Se veía terrible. Tenía ojeras oscuras, estaba pálido y llevaba la misma ropa sucia de hace días. Bajó las escaleras con una energía nerviosa, sus ojos inyectados en sangre fijos en el cheque que mi padre sostenía.
—¿Trabajo? —repitió Mateo, soltando una risa amarga—. Vamos, Aris. No nos tomes por idiotas. Sabemos quién es Kova. Sabemos lo que hace. Y sabemos lo que tú haces para él.
—Mateo, cállate —advirtió mi padre, pero no soltó el cheque.
Mateo ignoró a mi padre y caminó hacia mí. Rodeó la mesa como un animal hambriento.
—¿Te estás acostando con él, verdad? —escupió—. Te vendiste. La santita de la familia se abrió de piernas para el mafioso para salvarnos el pellejo. ¿Cuánto vales, hermanita? ¿Ese coche de afuera es parte del pago?
Me quedé sentada, inmóvil. La vieja Aris se habría levantado, habría gritado, habría llorado defendiendo su honor.
La nueva Aris recordó las palabras de Damián. Una reina no se justifica.
—El coche es mío, Mateo —dije con calma—. Y el dinero también. Deberías dar las gracias. Acabo de limpiar tu desastre. Otra vez.
Mateo golpeó la mesa con el puño, haciendo saltar el cheque.
—¡Yo no te pedí nada! —gritó, su orgullo herido disfrazándose de ira—. ¡No necesito tu caridad sucia!
—Sí la necesitas —repliqué, levantándome despacio. A pesar de que él era más alto, me sentí gigante a su lado—. Porque sin mí, estarías en la cárcel o muerto en una zanja. Damián quería romperte las piernas, Mateo. Yo fui lo único que se interpuso entre tú y sus hombres.
Al mencionar a Damián, Mateo retrocedió un paso, el miedo brillando brevemente en sus ojos, pero la codicia pudo más. Su mirada se desvió hacia mi bolso, donde asomaban las llaves del Porsche.

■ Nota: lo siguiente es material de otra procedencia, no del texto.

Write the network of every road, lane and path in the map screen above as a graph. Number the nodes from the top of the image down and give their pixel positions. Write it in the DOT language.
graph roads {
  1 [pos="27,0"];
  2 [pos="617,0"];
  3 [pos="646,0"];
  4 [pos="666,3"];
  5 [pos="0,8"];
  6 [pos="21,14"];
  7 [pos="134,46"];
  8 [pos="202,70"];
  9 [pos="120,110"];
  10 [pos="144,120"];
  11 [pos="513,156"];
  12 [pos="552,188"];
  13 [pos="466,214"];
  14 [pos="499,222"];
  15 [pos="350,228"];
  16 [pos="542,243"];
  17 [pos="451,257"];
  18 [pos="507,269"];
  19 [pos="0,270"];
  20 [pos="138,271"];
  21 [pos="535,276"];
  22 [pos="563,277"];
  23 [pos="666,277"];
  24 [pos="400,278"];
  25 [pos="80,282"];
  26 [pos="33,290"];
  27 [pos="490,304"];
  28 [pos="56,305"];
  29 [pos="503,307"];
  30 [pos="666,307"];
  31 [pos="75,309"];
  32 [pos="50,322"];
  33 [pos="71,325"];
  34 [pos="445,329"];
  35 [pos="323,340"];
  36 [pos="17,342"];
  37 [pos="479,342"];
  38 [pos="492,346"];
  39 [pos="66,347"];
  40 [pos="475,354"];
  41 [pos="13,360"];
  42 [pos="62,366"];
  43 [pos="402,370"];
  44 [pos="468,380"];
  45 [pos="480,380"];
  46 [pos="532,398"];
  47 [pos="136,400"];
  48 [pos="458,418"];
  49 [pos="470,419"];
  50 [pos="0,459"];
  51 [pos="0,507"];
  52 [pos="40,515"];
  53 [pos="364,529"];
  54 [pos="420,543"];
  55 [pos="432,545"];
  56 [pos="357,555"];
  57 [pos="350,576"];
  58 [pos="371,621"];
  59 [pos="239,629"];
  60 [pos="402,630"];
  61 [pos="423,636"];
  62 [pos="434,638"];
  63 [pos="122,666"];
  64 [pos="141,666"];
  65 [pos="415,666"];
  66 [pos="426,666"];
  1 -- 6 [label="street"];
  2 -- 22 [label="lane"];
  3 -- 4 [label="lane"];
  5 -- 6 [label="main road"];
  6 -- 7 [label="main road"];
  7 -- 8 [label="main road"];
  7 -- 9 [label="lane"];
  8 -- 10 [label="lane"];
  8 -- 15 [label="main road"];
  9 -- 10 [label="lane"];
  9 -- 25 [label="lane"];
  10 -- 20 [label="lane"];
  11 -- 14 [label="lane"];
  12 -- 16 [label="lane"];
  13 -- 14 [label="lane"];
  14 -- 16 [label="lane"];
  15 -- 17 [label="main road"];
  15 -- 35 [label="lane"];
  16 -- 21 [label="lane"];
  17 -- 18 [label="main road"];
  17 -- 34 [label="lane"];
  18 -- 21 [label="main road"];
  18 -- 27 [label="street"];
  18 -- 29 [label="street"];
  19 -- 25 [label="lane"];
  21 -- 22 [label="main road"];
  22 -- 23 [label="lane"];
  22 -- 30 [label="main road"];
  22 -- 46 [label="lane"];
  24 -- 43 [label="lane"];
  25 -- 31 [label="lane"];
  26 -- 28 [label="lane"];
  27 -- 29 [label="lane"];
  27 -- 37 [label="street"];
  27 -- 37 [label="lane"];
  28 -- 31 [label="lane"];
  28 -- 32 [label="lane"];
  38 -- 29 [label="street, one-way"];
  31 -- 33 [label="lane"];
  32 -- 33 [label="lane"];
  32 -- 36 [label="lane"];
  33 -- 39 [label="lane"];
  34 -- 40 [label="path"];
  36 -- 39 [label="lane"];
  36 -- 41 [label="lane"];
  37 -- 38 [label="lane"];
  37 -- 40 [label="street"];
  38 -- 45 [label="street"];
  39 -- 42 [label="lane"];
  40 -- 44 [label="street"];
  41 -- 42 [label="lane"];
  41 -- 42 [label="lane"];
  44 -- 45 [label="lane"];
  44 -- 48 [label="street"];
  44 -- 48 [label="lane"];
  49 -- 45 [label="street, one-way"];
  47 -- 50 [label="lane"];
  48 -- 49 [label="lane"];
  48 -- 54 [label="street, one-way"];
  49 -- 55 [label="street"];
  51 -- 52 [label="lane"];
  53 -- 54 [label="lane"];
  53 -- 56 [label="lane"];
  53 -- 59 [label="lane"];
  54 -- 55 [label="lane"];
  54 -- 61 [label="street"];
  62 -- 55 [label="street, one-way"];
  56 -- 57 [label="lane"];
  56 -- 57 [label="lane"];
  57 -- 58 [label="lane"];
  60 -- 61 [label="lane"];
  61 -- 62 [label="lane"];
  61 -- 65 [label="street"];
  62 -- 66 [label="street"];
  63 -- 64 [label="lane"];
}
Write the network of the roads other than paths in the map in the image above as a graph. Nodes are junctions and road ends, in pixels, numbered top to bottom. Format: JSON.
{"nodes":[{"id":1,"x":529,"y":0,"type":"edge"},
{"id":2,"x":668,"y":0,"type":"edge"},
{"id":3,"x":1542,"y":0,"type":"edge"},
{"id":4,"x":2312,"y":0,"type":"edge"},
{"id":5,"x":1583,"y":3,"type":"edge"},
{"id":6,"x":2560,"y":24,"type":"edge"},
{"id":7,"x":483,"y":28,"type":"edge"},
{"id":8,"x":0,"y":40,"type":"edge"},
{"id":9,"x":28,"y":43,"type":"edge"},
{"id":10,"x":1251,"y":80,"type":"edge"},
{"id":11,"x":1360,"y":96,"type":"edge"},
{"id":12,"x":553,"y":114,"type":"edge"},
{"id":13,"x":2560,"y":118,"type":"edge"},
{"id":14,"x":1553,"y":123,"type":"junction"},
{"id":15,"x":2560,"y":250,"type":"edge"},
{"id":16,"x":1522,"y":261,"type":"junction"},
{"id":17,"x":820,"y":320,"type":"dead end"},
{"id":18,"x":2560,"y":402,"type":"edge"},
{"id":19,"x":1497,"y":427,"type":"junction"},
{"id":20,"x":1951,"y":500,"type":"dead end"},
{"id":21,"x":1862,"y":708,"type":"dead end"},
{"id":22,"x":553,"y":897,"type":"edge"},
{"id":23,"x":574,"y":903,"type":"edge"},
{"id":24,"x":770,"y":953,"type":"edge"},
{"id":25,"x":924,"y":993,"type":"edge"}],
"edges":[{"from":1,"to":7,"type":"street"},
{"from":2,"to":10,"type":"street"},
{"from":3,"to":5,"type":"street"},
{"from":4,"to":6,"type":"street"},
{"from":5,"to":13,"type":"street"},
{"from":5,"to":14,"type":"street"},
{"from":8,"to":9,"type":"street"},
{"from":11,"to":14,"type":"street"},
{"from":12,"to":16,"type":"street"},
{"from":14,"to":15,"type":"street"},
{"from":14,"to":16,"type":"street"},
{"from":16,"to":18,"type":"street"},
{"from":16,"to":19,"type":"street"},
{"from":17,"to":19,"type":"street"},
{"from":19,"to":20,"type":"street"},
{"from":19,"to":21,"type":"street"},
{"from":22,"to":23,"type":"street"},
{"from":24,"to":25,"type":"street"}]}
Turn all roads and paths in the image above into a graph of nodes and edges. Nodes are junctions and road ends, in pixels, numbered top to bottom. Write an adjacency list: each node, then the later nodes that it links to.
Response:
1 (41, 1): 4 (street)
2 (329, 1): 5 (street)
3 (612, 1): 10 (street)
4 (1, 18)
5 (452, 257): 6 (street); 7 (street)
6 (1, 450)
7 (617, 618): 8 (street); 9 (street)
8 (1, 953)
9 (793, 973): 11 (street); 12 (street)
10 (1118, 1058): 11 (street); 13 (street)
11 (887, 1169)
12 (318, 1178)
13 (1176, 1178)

—Dame las llaves —exigió de repente.
—¿Qué?
—¡Dame las llaves del coche! —Se abalanzó hacia mí—. ¡Ese coche vale una fortuna! Si lo vendo, puedo invertir en...
—¡Mateo, no! —gritó mi madre.
Pero Mateo ya había agarrado la correa de mi bolso. Tiró de él con violencia.
—¡Suéltalo! —gruñí.
—¡Eres una puta vendida! —gritó él, forcejeando—. ¡Dame el maldito coche! ¡Te lo debe! ¡Nos lo debe por arruinarnos la vida!
En ese momento, el instinto se apoderó de mí. No el instinto de huida. El instinto de ataque.
Solté el bolso de golpe, haciendo que Mateo perdiera el equilibrio hacia atrás. Antes de que pudiera recuperarse, avancé. Mi mano derecha voló y conectó una bofetada sonora y brutal contra su mejilla.
¡Zas!
El sonido resonó en la pequeña sala como un disparo.
Mateo se quedó paralizado, con la mano en la mejilla, mirándome con los ojos desorbitados. Mis padres se quedaron mudos.